We ended up cutting a couple of feet off the porch (to meet the rule about sqft under roof), going with shorter walls/scissor trusses/low pitched roof (to give me over 12ft interior height without a monster tall building),and moving the building back a couple of feet (we just eyeballed the initial location and had to bump it back slightly) to avoid any need for variances.
Any outbuilding is going to be a balance between pure functionality, aesthetics and cost. We have a decent home in a pretty visible location. It was important to us that the shop not overpower the house in height or square footage, and we wanted it to look decent rather than like a warehouse or cheap agricultural building that might reduce the appeal of the house down the line. This required sacrificing some functionality, as well as adding some cost, but I think we ended up in a decent place.
The porch, windows, and fancier overhead doors all added some cost in the name of aesthetics. That meant less budget for other things. The shorter walls kept it from towering over the house (or needing a variance), but it means my overhead doors are only 8ft tall, so no monster trucks, big equipment or tall trailers/RVs. The multiple overhead doors give me some ability to pull through, but it's not ideal. Still, it's better than nothing and the layout of my lot and the location of the building really wouldn't have allowed anything else. Everything is a compromise.
The biggest thing that I'd change if doing it again would be extending the concrete apron from the current 2ft to about 10ft out of all of the overhead doors. As it is, tires track lots of gravel and things into the shop. I'll get more concrete poured at some point, but it would've been relatively cheap and easy to do during the initial pour.
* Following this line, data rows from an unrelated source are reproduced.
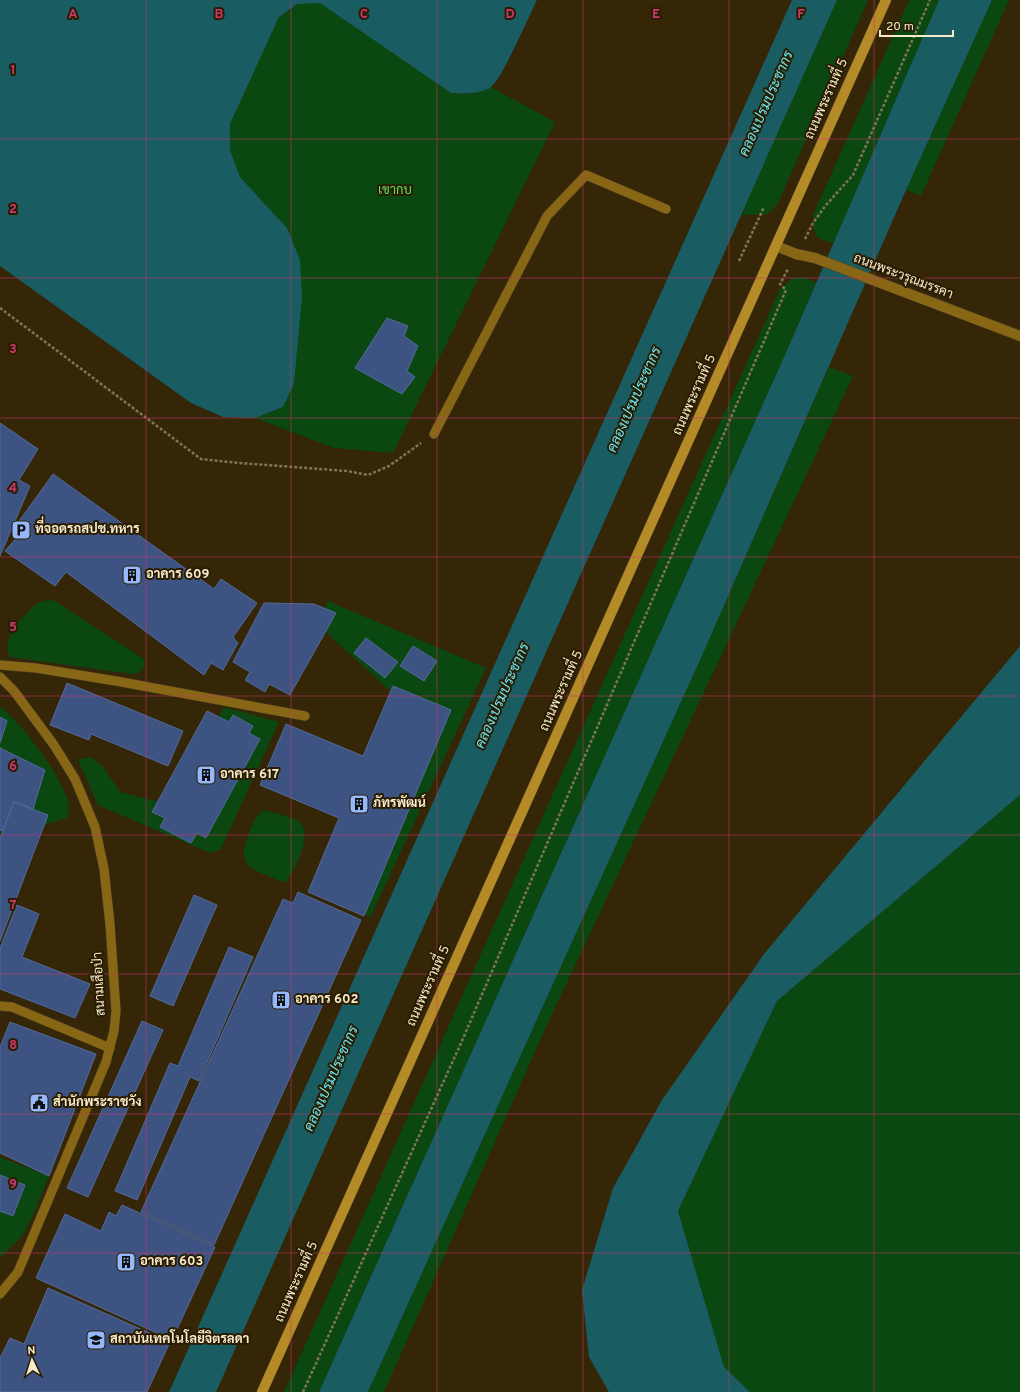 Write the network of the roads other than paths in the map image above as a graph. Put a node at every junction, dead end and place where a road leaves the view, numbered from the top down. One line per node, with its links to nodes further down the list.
1 (886, 0): 3 (main road, ถนนพระรามที่ 5)
2 (666, 209): 5 (lane)
3 (776, 246): 4 (street, ถนนพระวรุณมรรคา); 12 (main road, ถนนพระรามที่ 5)
4 (1020, 336)
5 (434, 434)
6 (0, 666): 8 (lane)
7 (0, 677): 10 (lane, สนามเสือป่า)
8 (305, 716)
9 (0, 1006): 10 (lane)
10 (110, 1048): 11 (lane, สนามเสือป่า)
11 (0, 1294)
12 (262, 1392)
General things to consider:
If you're on 5 acres, you probably have a well and septic rather than city utilities. That can make it difficult/impossible to do plumbing in a shop, or you have to add the shop's own well and septic which adds a ton of cost.
If you're in NY, having doors on the eave walls (like mine) will make it possible for all the snow on the roof to melt/fall off and pile up right in front of your overhead doors. This can be mitigated somewhat with gutters and proper snow guards on the roof but it should be considered. Gable end doors would prevent this, but may/may not be the right aesthetic or layout for you.
It's cheaper to build "up" than "out". Height is cheap to add, floor space is not. You'll have to weigh the benefits/drawbacks of each. 12ft height should accommodate most lifts. 12ft with scissor trusses would definitely leave plenty of room to spare. 10ft walls with scissor trusses like pictured above might be an option too, but it depends what your priorities are.
Keeping dimensions in increments of 4ft or 8ft can make things cheaper since many building materials come in those dimensions. That means less time to construct and less wasted material. I wanted a 30'x50' building. It was cheaper to build a 32'x48', and I ended up with 36 more sqft inside.
If you want the building to last, spend the extra money for decent overhangs, gutters, and proper grading/drainage including downspouts. There are even concrete forms that will prevent your posts from being below grade where they might rot.
In-floor heat gets rave reviews, but to do it right, you need to insulate under the entire slab, and also around the exposed perimeter or all of your heat leeches out where you don't want it. By the same token, the slab inside your building should be isolated from any exterior apron, porch, driveway, etc. This adds cost of course, and you have to find a contractor or concrete crew that's used to working with insulation, etc.
Pole framed construction gets you a weather tight building in a cost effective manner. That can give you time to finish the inside on your own as time/money allow (I'm still working on mine 3 years later). But, by the time you frame it out, insulate, add a bunch of electrical, wall sheeting of your choice, etc the cost benefit over traditional stick built pretty much disappears. So, if budget is tight now and you're willing/able to finish it to your desired specs over time, then a pole building has advantages. If you want it all done in one swoop, and can afford it all at once, then a stick-built with traditional footers might be the better option.